Task brief: The reply has to be a number alone, equal to how many lines in the entries below hold the string "DOCTOR".

Records drawn from a dataset:
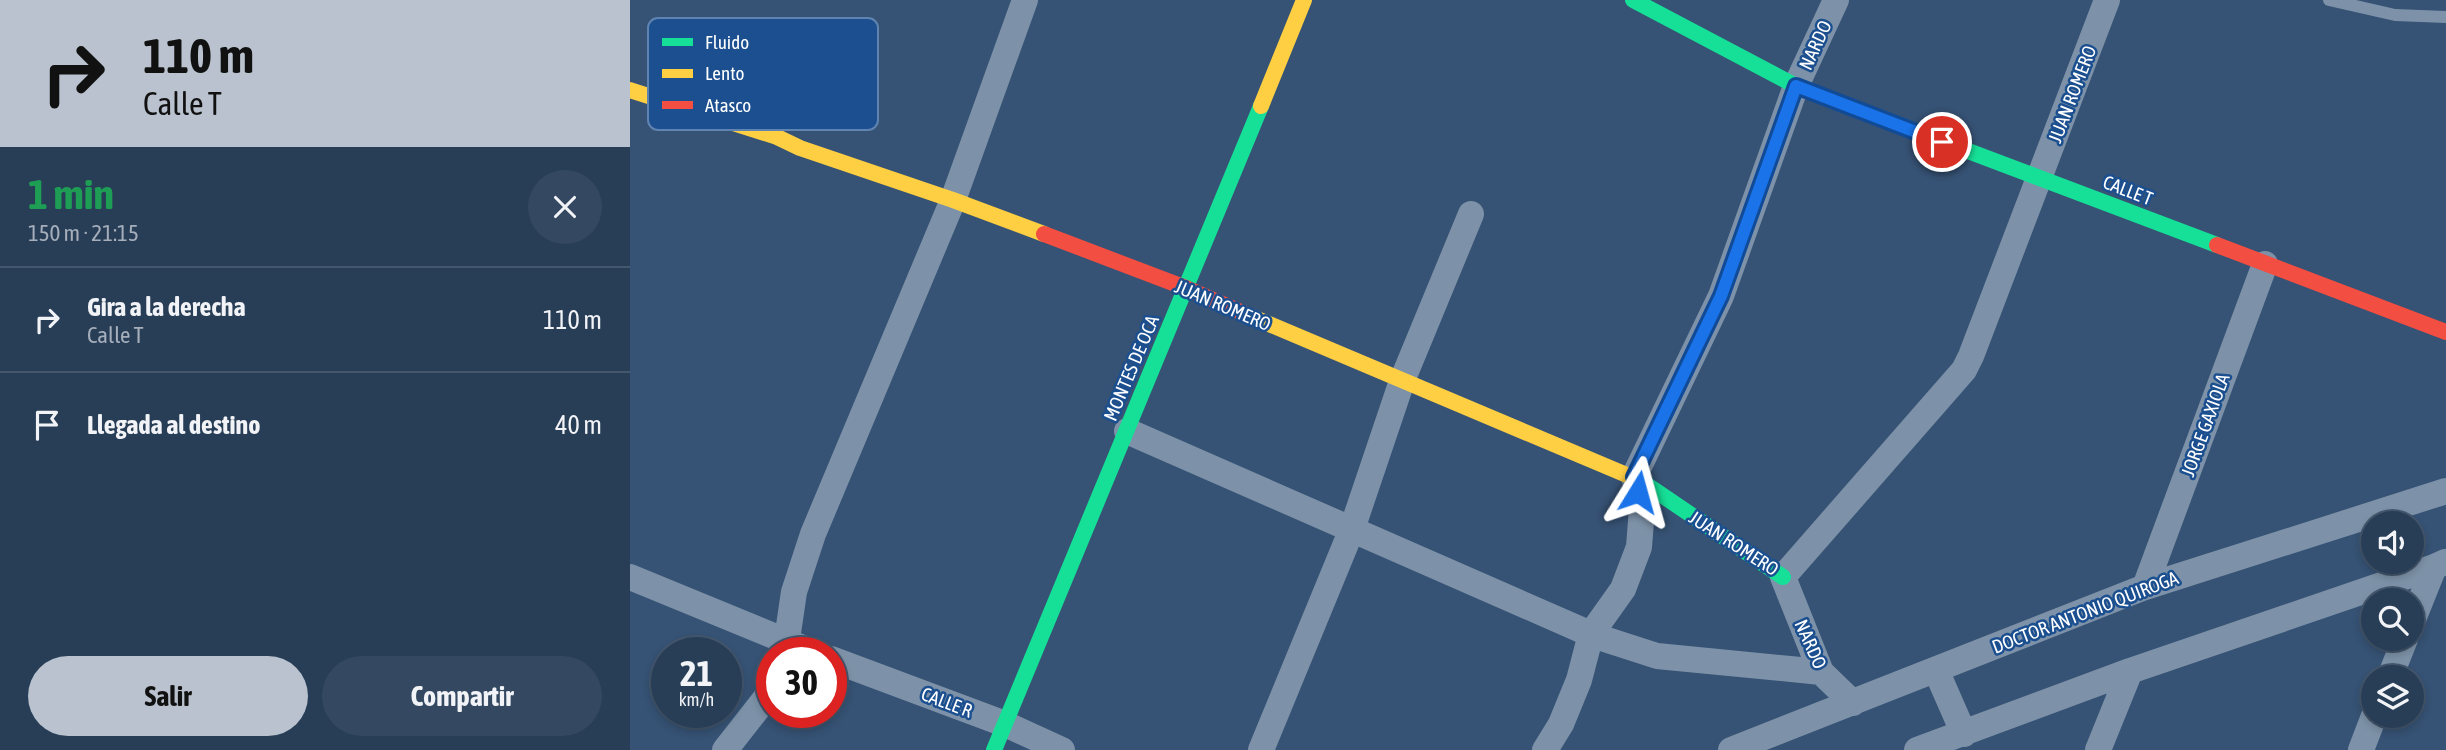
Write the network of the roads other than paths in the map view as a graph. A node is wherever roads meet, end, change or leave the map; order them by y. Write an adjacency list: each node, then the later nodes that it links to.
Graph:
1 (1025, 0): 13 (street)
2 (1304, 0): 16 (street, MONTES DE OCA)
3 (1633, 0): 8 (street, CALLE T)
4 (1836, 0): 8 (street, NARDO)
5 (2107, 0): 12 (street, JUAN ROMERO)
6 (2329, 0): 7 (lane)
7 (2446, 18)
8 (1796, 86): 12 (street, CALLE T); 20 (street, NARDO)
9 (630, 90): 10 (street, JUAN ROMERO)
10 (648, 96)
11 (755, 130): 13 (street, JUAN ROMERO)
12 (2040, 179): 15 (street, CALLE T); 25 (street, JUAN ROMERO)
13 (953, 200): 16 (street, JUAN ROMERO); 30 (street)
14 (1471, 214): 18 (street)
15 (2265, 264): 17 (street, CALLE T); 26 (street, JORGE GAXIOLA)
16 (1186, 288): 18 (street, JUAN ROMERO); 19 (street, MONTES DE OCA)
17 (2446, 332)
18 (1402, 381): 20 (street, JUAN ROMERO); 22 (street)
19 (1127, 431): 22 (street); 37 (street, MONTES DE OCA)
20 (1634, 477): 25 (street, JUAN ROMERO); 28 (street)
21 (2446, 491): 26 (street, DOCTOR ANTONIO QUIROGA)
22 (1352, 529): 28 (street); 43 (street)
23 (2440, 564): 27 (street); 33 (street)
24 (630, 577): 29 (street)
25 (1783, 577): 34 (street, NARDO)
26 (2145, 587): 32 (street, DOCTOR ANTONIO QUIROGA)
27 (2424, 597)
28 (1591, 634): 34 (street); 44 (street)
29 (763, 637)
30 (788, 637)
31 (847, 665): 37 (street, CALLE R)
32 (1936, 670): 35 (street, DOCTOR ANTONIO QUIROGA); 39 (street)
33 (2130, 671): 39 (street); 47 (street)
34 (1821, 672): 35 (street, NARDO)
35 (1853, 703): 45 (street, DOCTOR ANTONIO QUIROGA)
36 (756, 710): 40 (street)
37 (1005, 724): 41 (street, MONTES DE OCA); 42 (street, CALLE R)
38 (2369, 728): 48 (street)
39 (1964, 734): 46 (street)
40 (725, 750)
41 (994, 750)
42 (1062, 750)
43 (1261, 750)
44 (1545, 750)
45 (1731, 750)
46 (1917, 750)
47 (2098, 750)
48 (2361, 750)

Exercise answer: 4